For Eddy, who has cooked at Jean-Georges and The Fat Duck and authored award-winning cookbooks, the project didn’t begin with a plan. 

“I didn’t have a book in mind,” she told the audience during her presentation on day 1. “I was just really curious about what was happening there.” 

It was that curiosity — echoed in stories of monks wearing Yankees caps, investment bankers tending gardens and Michelin-star chefs finding clarity in silence — that eventually shaped Elysian Kitchens, her study of sacred culinary traditions around the world.

What she discovered is that ancient foodways aren’t relics. They’re living systems built on community, adaptability and deep attentiveness to and curiosity in food and place, she said.

The zero-waste way

Historically, sustainability and zero waste have been a way of life for Mediterranean cuisines, long before these concepts became modern trends. Chefs and experts discussed using every by-product from cheese- and yogurt-making and transforming leftover materials into lasting foods — a philosophy reflected in a Turkish kitchen saying that Erdak summed up as: “To not waste is to bring abundance into your kitchen.”

McLeod added that modern sourcing choices carry political and environmental weight. Buying from small farmers, choosing organic products and supporting regenerative systems are forms of activism — each purchase, he noted, is a vote for the food system operators want to see. Limitations breed innovation, he added. 

A living, evolving Mediterranean

The event also explored the question of bridging cultural understanding in the US, where Mediterranean cuisine is often reduced to hummus or Italian coastal dishes. 

Chef Musa Dağdeviren serves strawberry kebob over eggplant puree alongside freekeh pilaf with chestnuts and pomegranate.
Chef Musa Dağdeviren serves strawberry kebob over eggplant puree alongside freekeh pilaf with chestnuts and pomegranate.

“Everything is useful, even misunderstandings,” Fabrizia Lanza said. True understanding, she suggested, comes from curiosity, dialogue and engaging directly with local food cultures.

There were many other sessions, panels and demos, all rich with takeaways underscoring how global perspectives and traditions can inform local practice.

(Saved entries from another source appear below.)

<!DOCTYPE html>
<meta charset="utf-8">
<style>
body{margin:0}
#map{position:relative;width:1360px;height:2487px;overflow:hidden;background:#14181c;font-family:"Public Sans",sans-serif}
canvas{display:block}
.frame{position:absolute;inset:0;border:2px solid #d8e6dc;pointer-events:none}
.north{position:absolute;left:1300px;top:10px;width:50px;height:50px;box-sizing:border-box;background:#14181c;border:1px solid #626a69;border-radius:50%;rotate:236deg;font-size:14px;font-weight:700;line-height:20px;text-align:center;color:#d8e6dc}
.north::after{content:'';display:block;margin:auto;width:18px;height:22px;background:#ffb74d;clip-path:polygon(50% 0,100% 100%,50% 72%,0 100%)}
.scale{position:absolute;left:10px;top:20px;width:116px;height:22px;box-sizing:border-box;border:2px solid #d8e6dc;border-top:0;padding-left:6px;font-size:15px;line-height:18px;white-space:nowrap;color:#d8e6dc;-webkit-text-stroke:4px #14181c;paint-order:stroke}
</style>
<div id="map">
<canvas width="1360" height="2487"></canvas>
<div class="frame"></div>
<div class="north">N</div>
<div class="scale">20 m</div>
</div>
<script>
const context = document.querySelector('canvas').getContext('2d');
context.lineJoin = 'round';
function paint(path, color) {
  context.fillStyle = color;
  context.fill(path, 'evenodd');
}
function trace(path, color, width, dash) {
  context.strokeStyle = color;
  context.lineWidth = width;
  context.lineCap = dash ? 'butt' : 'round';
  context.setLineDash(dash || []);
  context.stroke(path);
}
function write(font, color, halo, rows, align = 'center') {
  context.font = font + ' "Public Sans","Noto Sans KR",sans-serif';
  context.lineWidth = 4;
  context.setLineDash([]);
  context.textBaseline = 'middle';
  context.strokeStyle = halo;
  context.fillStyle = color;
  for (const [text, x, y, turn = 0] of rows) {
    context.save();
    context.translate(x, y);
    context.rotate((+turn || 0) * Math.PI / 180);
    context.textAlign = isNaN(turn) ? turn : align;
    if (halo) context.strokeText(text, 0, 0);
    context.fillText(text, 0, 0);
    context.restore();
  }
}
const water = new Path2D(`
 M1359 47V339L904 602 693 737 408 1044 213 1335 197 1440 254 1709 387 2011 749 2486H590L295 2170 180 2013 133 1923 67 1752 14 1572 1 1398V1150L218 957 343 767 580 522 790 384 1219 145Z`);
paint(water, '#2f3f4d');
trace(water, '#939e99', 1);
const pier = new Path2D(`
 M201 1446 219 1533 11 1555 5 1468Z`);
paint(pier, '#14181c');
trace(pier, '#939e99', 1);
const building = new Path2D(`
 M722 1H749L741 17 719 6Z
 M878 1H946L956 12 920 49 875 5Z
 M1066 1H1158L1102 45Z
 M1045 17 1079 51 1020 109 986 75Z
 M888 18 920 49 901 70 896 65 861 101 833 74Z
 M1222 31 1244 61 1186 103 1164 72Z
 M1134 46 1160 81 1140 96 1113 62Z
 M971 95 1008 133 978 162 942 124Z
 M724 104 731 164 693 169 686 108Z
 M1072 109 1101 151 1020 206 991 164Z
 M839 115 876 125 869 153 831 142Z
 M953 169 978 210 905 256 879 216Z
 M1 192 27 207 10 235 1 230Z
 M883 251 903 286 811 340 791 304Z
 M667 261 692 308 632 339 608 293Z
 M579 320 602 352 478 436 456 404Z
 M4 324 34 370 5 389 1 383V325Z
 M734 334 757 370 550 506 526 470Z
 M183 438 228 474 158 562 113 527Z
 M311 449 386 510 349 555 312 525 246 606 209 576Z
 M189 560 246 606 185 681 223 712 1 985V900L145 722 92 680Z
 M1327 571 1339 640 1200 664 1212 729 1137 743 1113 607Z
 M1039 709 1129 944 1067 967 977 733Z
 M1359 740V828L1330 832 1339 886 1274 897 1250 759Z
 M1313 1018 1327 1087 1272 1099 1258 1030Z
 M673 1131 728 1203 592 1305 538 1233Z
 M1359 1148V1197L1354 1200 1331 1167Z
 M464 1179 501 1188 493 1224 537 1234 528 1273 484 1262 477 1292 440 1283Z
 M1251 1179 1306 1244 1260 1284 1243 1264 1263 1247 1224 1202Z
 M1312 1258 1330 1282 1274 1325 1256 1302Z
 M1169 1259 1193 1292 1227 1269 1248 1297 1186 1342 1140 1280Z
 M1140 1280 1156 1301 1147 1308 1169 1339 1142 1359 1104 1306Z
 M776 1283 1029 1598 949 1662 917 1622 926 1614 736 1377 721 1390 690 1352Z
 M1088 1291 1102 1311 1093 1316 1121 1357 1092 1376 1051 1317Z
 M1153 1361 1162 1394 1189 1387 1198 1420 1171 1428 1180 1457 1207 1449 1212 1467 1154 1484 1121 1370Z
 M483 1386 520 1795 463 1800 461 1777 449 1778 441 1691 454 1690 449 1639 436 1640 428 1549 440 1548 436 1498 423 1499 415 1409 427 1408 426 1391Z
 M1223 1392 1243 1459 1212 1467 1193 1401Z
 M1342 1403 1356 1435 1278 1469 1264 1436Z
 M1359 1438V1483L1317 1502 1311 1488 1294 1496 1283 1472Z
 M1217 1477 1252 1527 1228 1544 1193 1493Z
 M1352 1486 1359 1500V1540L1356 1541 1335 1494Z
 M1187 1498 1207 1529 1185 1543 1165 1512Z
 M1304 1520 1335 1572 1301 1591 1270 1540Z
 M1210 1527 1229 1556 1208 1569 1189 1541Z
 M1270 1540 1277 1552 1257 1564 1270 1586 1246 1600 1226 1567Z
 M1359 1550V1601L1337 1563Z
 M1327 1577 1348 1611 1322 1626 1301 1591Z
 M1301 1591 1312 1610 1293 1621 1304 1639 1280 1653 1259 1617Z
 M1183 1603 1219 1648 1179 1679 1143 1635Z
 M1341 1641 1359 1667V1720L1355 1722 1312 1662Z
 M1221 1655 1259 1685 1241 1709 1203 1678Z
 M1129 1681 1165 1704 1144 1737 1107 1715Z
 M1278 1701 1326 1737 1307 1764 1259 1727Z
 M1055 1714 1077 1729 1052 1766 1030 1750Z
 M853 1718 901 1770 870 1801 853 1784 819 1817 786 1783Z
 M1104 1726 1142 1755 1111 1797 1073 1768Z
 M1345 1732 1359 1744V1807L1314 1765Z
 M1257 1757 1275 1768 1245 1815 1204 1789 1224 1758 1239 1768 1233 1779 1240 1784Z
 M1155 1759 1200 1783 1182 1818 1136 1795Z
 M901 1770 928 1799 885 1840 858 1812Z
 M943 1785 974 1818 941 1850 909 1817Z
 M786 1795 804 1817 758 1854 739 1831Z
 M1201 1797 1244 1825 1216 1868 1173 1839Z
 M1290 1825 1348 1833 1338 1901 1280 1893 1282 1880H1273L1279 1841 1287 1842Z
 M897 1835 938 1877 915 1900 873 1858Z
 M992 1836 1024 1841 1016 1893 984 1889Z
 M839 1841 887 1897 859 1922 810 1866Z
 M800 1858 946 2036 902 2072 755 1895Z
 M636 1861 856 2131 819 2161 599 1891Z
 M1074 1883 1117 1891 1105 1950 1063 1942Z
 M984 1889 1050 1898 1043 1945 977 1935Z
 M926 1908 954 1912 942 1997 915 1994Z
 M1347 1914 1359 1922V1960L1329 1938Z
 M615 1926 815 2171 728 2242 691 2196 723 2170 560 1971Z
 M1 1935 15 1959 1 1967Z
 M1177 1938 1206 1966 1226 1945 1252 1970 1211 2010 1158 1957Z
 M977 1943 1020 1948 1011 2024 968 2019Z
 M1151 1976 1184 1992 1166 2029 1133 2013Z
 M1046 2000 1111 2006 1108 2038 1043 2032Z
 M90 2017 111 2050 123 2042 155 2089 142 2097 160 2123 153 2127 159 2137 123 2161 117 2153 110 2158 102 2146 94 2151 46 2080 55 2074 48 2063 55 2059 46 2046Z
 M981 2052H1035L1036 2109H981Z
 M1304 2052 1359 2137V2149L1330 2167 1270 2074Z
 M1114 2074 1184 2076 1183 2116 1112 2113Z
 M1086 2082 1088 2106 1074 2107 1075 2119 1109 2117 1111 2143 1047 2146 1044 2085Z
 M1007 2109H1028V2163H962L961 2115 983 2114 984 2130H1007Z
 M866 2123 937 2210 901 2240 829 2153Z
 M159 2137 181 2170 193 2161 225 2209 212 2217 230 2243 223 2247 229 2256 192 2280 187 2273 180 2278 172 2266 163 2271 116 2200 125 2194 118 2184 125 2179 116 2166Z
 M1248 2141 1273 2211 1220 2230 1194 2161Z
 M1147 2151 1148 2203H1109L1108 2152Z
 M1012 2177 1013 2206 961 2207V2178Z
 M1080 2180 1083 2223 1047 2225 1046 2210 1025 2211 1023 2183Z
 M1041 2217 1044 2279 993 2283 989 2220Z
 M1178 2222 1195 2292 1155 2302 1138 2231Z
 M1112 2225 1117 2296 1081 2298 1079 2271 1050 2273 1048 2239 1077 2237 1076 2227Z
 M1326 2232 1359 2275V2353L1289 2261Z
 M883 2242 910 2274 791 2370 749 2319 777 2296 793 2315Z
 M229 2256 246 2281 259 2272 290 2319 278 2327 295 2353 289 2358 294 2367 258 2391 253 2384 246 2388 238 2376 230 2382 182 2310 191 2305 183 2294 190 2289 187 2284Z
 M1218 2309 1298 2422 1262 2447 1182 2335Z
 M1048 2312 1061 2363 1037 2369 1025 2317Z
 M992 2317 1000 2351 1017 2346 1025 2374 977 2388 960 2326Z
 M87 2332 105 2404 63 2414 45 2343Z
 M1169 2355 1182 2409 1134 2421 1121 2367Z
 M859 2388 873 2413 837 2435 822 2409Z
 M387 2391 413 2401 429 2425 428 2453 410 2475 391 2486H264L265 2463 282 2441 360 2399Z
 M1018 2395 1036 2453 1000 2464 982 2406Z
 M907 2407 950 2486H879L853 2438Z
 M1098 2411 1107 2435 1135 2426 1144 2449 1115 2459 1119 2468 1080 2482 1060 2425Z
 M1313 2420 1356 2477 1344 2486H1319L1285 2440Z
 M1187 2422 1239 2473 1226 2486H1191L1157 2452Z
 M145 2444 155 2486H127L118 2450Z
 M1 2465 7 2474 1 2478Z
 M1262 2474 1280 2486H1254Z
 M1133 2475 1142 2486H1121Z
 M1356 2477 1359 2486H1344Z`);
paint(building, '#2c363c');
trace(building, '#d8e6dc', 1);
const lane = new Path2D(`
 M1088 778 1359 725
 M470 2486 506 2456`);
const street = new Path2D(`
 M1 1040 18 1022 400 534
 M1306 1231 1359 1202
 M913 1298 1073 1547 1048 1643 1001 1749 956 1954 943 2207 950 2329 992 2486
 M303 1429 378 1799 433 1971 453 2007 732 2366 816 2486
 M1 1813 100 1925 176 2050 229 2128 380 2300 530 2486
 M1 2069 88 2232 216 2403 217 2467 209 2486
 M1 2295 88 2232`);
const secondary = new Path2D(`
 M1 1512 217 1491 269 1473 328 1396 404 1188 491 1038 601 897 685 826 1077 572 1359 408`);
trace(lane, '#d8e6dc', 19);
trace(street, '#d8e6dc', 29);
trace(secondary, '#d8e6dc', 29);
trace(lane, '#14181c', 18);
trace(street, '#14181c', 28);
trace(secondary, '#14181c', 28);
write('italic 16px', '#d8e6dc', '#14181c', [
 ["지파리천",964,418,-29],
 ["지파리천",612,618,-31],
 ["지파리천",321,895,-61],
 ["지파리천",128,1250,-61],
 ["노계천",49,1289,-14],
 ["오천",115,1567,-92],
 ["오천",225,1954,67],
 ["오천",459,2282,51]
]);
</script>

Mourad Lahlou, chef-owner, Aziza in S.F. and Moro in Napa, Calif., demonstrated making shakshuka, a traditional North African dish now popular globally, emphasizing the importance of maintaining culinary integrity while experimenting with new ingredients. Greek chefs Stavriani Zervakakou, chef and founder of Aspasia Restaurant Mani and Manolis Papoutsakis, chef and co-owner of Pharaoh, showcased the rich tapestry of regional Greek cuisine. Strategies for integrating traditional flavors into modern menus were shared, demonstrating that culinary heritage can be respected and preserved, as well as transformed, an overarching theme throughout.

Other exciting demos included chef Edward Lee, who demoed the use of Korean ingredients, like soft tofu, gochujang and kimchi, in dishes like shakshuka and carbonara; Musa Dağdeviren, chef-owner of Çiya Sofrasi in Istanbul, Turkey, who showed the traditional way to make kebabs; and Hoss Zaré, lead operational training executive chef, Bon Appétit at Google in Mountain View, calif., and Fariba Nafissi, chef-owner; ZoZoBaking in Los Angeles, Calif., highlighting the significance of Persian ingredients such as saffron, yogurt and pistachios and their influence in Mediterranean cuisine.

And as Worlds of Flavor painted a vision of Mediterranean cuisine as a dynamic intersection of history, geography, culture and respect, it also showed us that authenticity isn’t a fixed point in time — it is a lived practice rooted in awareness, adaptation and creativity; that sustainability isn’t a trend but a continuation of centuries-old wisdom; and that at the heart of it all, food is a vehicle for connection — across generations, communities and continents.